PROJECT SUMMARY/ABSTRACT
Most cells of the body experience physiological and environmental stresses during their normal daily
functions that can lead to a ruptured cell cortex (plasma membrane and underlying cortical
cytoskeleton). The capacity of cells to rapidly repair general daily injuries, as well as ones resulting from
trauma, infection, or diseases/cancer, is essential for their survival. The general aim of this proposal is
to delineate how cells deal with such cell cortex disruptions to efficiently and effectively repair the
lesions. We have developed a robust inducible single cell repair model using the syncytial Drosophila
embryo that has superb amenability for live imaging and genetic tractability that is unavailable in other
cell wound repair models. Our repair model has allowed us to successfully employ global genetic
approaches for the first time to delineate the outline of cellular events and to identify many required
genes/gene families providing clear molecular entry points for investigating specific key steps in the
repair process. Our long-term goal is to establish the molecular framework underpinning cell wound
repair. The specific aims of this proposal are 1) to determine the means by which the membrane plug
re-seals the torn plasma membrane then facilitates wound closure; 2) to determine how the actin ring
is attached to the overlying plasma membrane to coordinate their actions as the wound is pulled closed;
and 3) to elucidate the basis of cell cortex remodeling following wound closure. Our findings will impact
our understanding of cell wound repair across phyla, complement work done in other cell repair models,
provide new insights into key players/events needed for efficient repair, as well as how they work in
concert to achieve successful wound closure, and contribute to our understanding of related
fundamental cellular and developmental events.

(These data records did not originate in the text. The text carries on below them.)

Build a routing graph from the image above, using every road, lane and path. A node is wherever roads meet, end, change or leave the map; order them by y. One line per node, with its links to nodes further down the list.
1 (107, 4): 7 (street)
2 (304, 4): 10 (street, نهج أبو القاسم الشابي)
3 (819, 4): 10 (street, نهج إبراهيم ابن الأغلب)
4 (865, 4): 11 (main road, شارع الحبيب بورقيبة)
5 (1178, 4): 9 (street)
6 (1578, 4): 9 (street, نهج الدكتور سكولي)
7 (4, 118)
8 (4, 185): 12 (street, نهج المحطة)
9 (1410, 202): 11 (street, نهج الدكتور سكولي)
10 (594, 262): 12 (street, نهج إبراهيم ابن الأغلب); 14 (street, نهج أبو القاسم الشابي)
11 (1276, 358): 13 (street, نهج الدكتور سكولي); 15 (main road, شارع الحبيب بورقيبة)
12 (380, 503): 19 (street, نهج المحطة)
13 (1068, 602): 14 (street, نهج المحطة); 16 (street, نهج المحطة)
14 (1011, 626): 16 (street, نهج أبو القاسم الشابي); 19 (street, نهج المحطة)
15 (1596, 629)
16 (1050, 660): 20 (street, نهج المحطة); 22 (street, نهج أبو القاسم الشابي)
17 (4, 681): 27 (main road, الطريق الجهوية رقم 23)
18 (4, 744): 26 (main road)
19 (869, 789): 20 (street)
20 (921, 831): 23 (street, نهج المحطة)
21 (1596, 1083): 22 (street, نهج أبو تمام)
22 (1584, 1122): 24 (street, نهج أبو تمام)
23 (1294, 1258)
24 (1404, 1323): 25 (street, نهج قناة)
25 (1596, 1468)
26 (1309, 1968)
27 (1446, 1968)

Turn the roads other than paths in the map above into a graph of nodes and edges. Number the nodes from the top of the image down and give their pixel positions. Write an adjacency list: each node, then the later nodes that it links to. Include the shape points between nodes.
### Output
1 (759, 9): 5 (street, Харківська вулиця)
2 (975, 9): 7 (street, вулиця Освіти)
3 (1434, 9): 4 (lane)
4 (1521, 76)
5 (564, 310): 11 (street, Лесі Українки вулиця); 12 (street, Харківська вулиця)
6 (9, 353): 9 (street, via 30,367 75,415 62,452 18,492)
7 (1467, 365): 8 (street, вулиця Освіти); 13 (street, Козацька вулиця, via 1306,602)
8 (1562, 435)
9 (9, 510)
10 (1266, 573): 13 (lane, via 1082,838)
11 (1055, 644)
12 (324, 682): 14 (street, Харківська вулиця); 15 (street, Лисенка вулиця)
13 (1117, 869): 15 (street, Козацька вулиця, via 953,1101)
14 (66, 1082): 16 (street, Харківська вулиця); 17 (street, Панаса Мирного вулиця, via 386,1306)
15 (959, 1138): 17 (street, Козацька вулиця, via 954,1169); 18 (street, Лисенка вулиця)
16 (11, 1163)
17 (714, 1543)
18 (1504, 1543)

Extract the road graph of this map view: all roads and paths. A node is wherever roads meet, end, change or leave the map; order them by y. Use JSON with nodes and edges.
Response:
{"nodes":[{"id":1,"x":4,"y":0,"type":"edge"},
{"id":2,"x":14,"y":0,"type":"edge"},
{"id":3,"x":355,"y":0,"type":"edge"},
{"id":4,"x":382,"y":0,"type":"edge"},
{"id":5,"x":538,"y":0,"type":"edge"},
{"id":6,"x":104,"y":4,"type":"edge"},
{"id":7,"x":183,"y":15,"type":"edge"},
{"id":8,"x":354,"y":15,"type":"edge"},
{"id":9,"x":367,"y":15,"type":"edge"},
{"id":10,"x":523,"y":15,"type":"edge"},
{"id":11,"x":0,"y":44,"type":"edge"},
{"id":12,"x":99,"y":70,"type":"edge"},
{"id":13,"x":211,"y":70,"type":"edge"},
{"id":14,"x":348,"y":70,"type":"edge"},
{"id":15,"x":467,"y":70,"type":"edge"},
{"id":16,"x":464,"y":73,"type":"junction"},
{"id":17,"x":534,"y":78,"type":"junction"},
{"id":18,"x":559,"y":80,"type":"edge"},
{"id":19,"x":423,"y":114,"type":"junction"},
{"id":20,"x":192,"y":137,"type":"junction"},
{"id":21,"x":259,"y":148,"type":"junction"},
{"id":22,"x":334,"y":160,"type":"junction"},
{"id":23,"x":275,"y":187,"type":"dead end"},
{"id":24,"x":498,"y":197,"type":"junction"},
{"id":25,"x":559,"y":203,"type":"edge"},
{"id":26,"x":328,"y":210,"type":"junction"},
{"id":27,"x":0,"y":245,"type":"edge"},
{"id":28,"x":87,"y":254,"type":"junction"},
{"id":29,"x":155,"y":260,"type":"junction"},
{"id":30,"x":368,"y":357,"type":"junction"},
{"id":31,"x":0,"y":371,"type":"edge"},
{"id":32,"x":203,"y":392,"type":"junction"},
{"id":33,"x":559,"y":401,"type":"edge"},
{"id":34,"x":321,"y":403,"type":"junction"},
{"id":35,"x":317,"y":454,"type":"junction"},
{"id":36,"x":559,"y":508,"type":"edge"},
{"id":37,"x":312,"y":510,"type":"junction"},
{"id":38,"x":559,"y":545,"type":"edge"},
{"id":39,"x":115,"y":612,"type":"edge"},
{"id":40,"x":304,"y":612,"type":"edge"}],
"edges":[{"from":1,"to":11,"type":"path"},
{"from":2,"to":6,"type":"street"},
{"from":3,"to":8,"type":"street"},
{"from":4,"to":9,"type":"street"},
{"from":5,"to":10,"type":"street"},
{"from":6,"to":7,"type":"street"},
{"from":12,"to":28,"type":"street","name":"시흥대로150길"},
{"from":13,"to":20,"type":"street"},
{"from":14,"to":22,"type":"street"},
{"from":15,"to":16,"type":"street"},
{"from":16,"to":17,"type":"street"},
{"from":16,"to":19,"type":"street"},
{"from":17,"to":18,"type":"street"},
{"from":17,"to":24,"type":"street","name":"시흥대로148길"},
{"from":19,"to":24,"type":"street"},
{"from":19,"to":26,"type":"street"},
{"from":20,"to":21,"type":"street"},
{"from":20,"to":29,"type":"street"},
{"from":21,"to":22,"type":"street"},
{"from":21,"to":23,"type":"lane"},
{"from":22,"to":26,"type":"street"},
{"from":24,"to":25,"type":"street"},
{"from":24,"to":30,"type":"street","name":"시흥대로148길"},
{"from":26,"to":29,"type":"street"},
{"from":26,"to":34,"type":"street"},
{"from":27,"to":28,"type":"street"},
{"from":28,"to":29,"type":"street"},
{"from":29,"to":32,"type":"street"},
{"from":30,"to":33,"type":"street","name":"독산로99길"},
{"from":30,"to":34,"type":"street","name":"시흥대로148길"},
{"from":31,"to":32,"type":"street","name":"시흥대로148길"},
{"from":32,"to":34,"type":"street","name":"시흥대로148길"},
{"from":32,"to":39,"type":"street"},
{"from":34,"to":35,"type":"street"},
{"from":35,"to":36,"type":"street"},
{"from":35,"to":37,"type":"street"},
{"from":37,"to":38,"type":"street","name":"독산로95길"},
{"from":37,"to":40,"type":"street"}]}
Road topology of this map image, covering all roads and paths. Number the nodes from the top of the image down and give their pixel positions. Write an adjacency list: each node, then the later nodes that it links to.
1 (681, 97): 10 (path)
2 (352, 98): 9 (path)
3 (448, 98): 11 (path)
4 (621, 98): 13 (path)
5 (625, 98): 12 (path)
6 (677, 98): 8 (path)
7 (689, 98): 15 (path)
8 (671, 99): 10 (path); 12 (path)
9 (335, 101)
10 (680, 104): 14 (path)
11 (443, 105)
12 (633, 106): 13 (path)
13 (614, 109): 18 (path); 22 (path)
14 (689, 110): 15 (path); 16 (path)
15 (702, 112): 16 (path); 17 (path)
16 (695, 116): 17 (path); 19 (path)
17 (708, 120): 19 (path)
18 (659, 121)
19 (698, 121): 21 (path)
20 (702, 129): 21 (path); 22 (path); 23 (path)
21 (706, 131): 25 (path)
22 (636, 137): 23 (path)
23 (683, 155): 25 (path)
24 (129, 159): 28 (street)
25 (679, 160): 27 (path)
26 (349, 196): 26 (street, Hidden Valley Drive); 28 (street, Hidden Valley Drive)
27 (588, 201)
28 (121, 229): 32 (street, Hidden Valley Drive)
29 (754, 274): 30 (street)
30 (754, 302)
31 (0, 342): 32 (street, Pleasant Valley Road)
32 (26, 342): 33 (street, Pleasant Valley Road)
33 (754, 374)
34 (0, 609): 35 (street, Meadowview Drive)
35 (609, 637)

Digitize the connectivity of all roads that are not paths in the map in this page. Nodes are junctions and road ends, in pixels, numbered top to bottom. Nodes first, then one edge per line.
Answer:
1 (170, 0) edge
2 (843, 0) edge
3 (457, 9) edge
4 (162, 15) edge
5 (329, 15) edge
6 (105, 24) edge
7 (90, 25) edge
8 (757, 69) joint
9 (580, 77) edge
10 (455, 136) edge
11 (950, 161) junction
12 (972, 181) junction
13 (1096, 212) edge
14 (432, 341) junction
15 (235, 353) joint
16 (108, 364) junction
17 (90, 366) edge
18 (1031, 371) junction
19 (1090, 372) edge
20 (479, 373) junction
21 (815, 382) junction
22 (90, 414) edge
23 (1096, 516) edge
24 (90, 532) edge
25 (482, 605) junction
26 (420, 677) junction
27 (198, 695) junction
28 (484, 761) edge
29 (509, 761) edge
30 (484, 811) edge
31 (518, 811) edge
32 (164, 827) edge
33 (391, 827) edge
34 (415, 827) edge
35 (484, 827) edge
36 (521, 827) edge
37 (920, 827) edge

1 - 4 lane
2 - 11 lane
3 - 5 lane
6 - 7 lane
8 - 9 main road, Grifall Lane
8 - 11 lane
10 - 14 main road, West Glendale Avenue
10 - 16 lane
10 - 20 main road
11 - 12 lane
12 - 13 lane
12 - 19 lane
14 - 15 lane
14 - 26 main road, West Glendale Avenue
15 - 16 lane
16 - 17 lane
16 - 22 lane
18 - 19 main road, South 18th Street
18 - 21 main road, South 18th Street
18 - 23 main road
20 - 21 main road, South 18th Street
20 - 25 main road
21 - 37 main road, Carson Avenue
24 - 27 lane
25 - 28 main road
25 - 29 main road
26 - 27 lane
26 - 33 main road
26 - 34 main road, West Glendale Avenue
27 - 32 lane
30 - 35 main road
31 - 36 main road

Our studies are also expected to be of significant
medical relevance, as understanding the molecules, machineries, and pathways governing cell wound
repair will be extremely valuable for developing new or enhancing existing strategies for treating cellular
damage, and for disciplines such as regenerative medicine where cell based constructs are used to
reconstruct tissues or clinical drug delivery systems where molecules cross cell membranes.

## Key facts

- **NIH application ID:** 10913465
- **Project number:** 5R01GM111635-11
- **Recipient organization:** FRED HUTCHINSON CANCER CENTER
- **Principal Investigator:** SUSAN M PARKHURST
- **Activity code:** R01 (R01, R21, SBIR, etc.)
- **Funding institute:** NIH
- **Fiscal year:** 2024
- **Award amount:** $439,485
- **Award type:** 5
- **Project period:** 2015-05-01 → 2027-07-31

## Primary source

NIH RePORTER: https://reporter.nih.gov/project-details/10913465

## Citation

> US National Institutes of Health, RePORTER application 10913465, Molecular and Cellular Mechanisms of Wound Repair (5R01GM111635-11). Retrieved via AI Analytics 2026-05-26 from https://api.ai-analytics.org/grant/nih/10913465. Licensed CC0.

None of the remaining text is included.